AVAILABLE DATA:
Segment Open

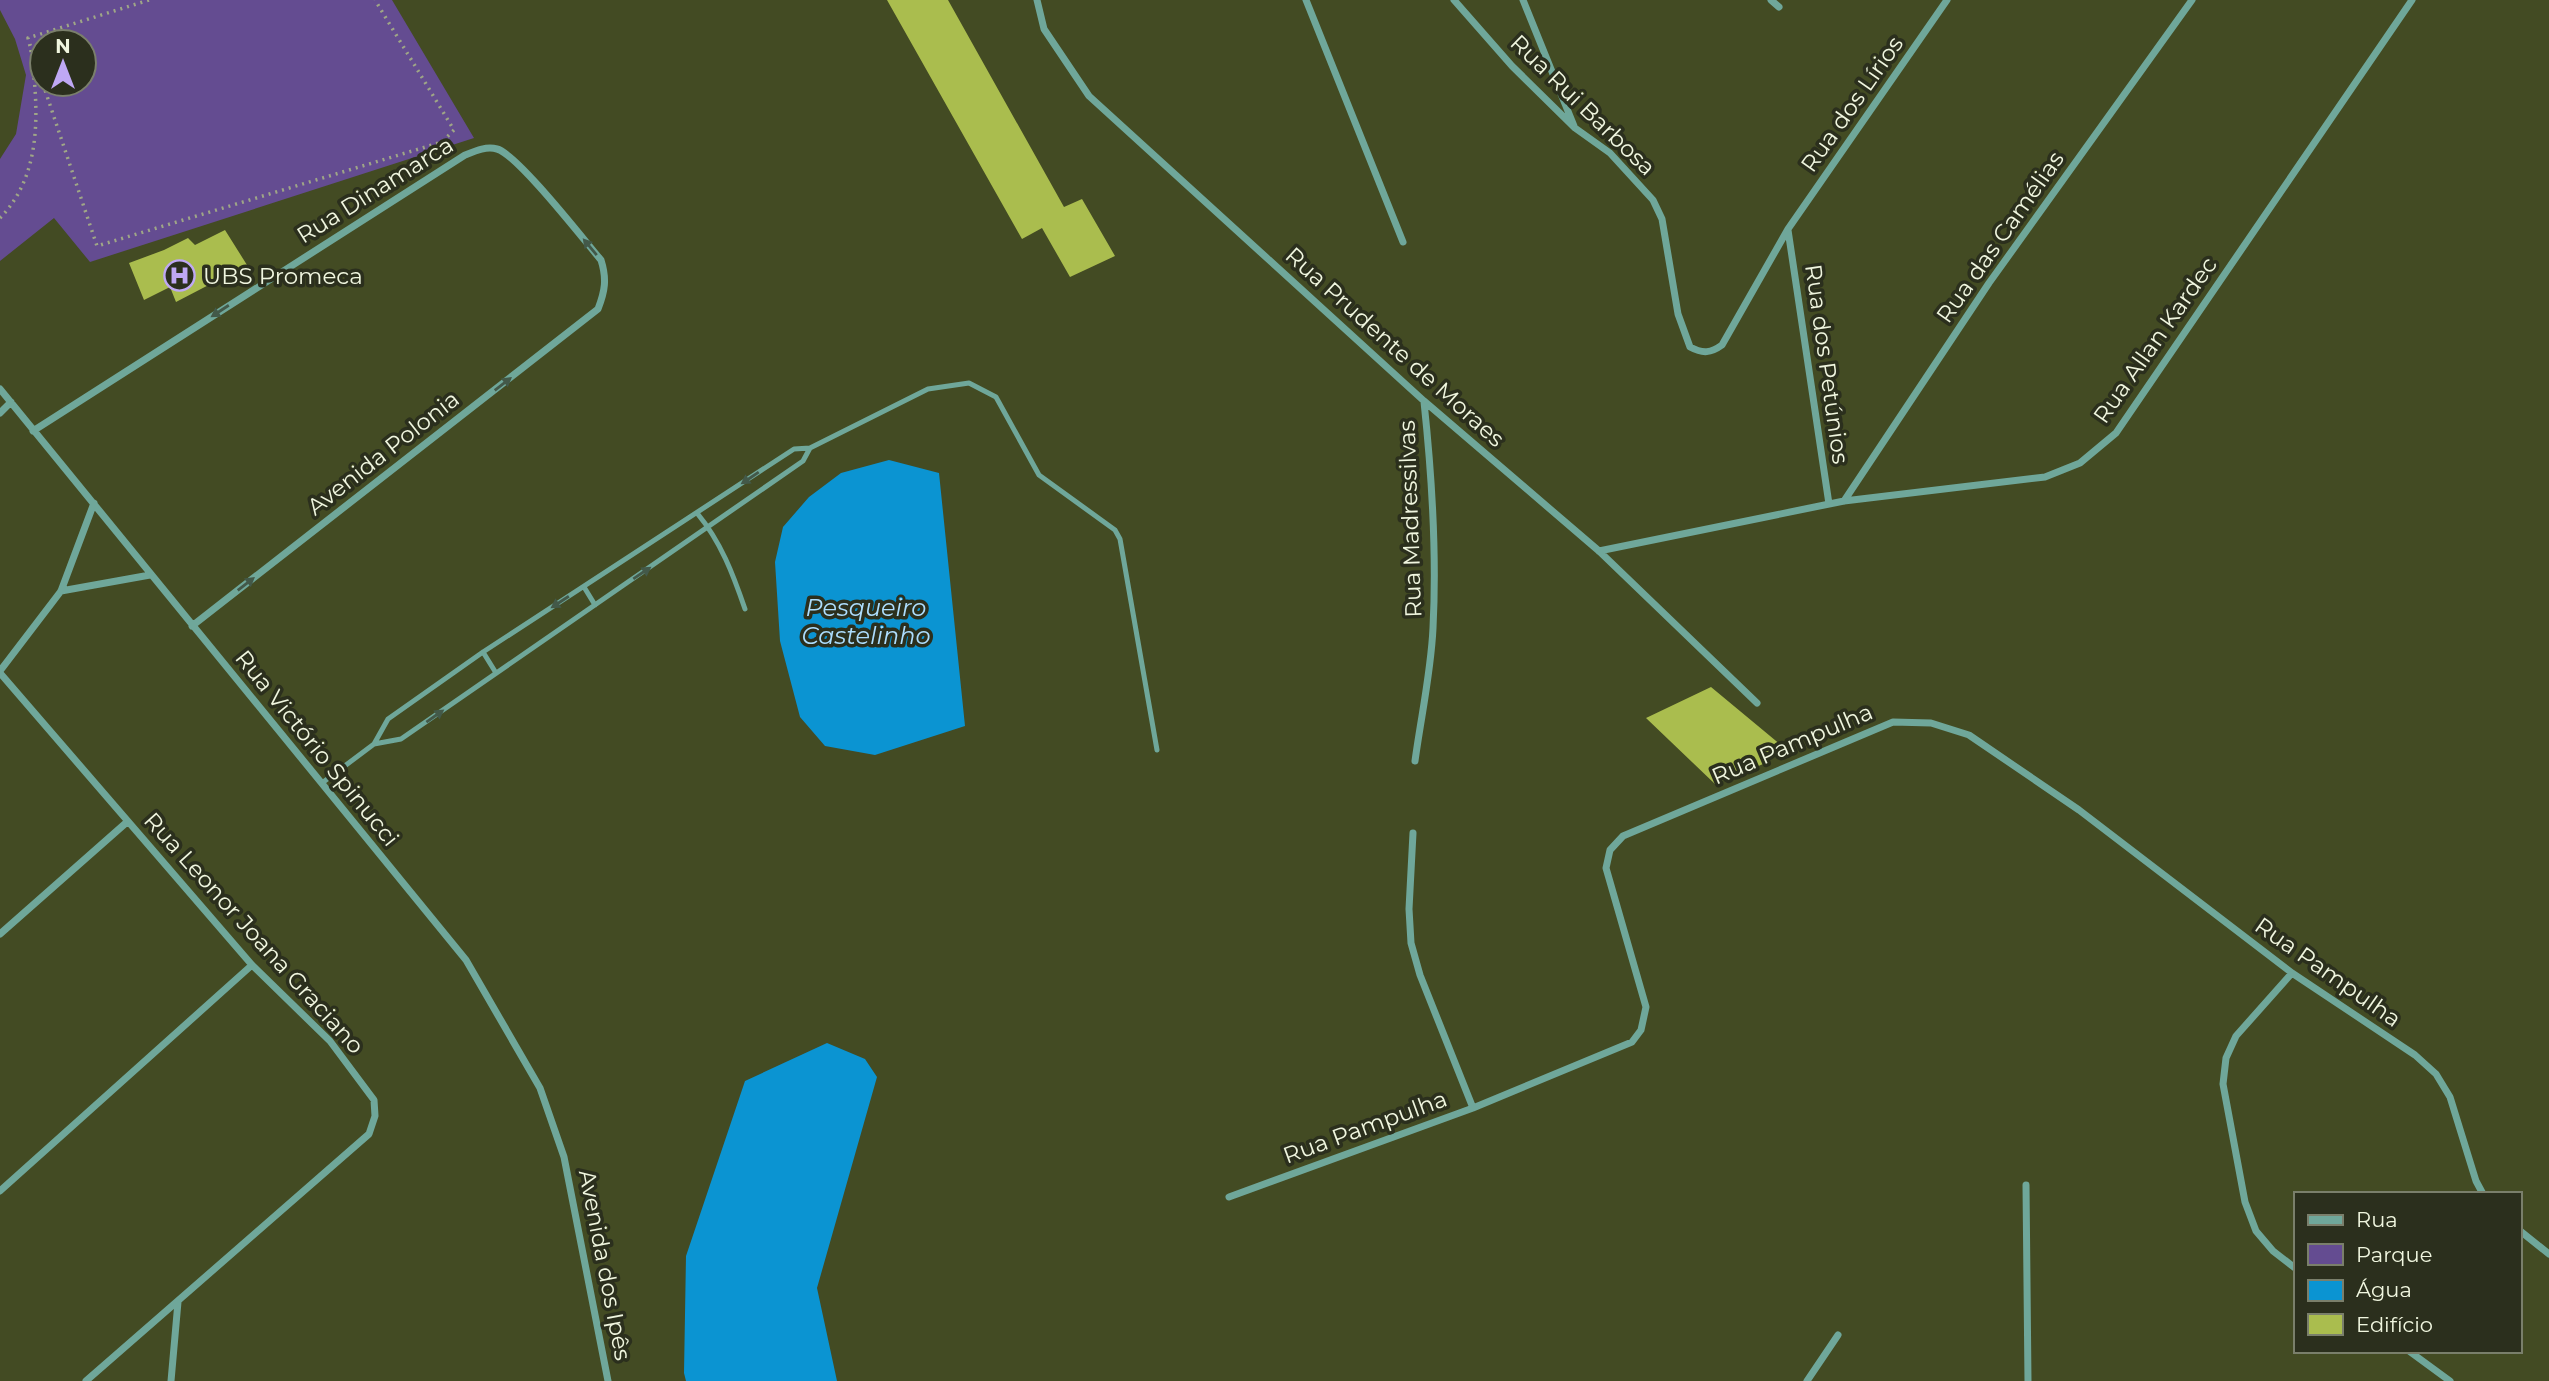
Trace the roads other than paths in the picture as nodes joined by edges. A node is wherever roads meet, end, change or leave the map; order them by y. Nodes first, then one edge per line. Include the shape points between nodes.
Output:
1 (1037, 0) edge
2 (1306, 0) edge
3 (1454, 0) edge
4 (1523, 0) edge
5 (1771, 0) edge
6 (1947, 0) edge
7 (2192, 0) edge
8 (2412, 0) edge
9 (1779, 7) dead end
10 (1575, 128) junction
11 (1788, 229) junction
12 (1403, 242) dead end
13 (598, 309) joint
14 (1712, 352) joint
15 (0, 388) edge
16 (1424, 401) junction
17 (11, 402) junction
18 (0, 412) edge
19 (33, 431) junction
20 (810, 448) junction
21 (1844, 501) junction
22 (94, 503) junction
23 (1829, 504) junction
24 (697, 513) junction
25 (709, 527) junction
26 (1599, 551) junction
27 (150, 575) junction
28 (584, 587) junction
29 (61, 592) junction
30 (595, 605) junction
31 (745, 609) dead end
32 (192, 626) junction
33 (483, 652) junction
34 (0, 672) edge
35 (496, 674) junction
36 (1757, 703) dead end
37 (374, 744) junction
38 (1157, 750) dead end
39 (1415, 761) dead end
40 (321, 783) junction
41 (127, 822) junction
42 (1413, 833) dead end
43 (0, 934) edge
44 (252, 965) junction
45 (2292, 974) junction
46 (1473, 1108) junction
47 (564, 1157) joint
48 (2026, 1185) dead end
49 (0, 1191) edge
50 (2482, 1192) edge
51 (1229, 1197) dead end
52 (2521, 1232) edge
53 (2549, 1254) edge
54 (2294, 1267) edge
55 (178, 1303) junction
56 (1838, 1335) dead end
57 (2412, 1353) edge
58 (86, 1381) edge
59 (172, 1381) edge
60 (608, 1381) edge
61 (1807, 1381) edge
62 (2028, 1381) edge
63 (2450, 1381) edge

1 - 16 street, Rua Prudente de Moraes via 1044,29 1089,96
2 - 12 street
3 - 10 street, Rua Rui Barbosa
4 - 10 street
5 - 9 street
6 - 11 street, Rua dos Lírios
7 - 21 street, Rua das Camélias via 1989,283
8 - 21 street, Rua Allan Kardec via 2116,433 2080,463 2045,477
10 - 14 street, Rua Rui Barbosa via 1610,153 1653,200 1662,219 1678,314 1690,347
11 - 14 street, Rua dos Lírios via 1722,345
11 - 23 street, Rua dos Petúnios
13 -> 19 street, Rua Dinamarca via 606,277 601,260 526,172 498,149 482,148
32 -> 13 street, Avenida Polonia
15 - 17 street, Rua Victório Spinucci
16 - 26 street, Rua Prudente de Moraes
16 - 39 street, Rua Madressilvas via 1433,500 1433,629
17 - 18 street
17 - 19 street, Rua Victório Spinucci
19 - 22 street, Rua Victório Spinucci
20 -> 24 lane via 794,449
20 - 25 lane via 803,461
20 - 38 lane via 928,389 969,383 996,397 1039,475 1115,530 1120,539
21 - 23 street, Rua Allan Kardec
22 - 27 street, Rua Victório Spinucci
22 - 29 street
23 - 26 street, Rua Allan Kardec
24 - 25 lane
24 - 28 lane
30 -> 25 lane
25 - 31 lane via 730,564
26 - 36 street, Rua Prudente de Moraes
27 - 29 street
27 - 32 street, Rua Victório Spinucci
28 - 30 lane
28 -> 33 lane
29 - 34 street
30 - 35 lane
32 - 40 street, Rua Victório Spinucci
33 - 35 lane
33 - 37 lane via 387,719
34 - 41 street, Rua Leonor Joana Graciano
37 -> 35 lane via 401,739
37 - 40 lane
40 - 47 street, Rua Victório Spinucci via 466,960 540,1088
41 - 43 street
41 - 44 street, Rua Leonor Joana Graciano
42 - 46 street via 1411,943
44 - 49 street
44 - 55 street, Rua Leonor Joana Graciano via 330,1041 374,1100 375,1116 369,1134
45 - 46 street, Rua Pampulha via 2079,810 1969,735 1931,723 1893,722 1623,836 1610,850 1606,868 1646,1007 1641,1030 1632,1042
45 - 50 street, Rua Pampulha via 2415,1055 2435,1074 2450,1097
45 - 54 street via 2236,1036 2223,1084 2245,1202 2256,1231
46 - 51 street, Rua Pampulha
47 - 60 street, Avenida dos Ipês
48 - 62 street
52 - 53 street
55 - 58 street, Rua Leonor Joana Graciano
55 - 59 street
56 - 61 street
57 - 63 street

Segment Closed
Segment Open

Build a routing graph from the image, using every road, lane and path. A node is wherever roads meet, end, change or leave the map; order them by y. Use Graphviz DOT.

Segment Closed
Segment Open

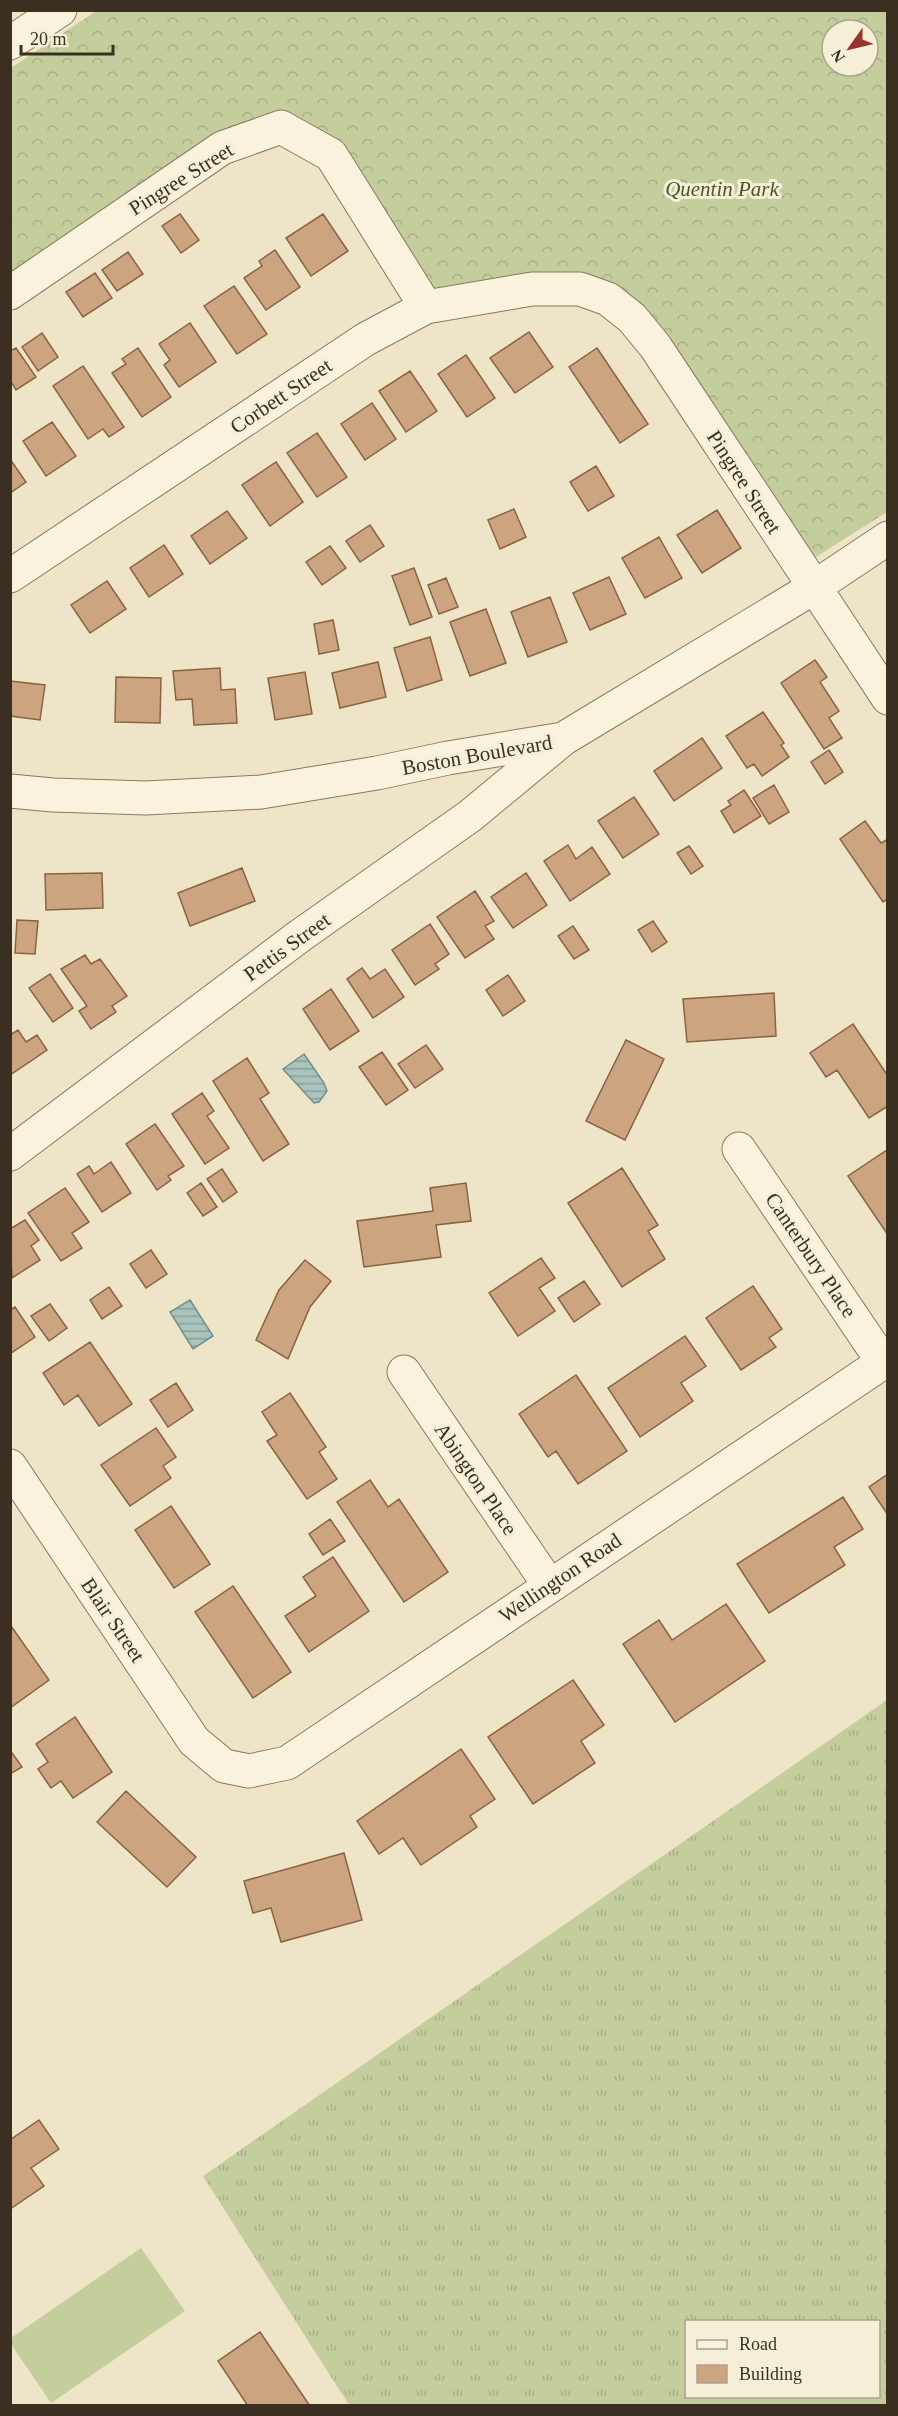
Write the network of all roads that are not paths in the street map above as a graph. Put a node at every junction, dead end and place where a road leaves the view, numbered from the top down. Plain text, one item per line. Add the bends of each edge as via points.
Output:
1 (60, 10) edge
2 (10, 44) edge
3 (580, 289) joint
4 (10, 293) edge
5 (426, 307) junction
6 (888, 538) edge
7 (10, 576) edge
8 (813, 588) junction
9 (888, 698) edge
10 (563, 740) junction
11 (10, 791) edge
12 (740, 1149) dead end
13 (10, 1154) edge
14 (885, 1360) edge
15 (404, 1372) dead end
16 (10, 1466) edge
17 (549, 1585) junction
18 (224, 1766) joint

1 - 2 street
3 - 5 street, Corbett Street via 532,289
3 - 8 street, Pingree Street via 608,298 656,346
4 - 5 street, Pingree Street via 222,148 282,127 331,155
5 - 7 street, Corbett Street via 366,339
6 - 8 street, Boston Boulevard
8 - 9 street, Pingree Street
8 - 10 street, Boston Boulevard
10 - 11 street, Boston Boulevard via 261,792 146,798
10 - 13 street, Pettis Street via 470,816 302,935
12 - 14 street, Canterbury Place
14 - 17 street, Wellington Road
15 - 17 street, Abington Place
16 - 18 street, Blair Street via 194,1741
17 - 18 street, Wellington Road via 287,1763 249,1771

Segment Closed

EXERCISE OBJECTIVE:
In the lines above, spot each one that contains the word "roads" and copy it.

WRITTEN RESPONSE:
Trace the roads other than paths in the picture as nodes joined by edges. A node is wherever roads meet, end, change or leave the map; order them by y. Nodes first, then one edge per line. Include the shape points between nodes.
Build a routing graph from the image, using every road, lane and path. A node is wherever roads meet, end, change or leave the map; order them by y. Use Graphviz DOT.
Write the network of all roads that are not paths in the street map above as a graph. Put a node at every junction, dead end and place where a road leaves the view, numbered from the top down. Plain text, one item per line. Add the bends of each edge as via points.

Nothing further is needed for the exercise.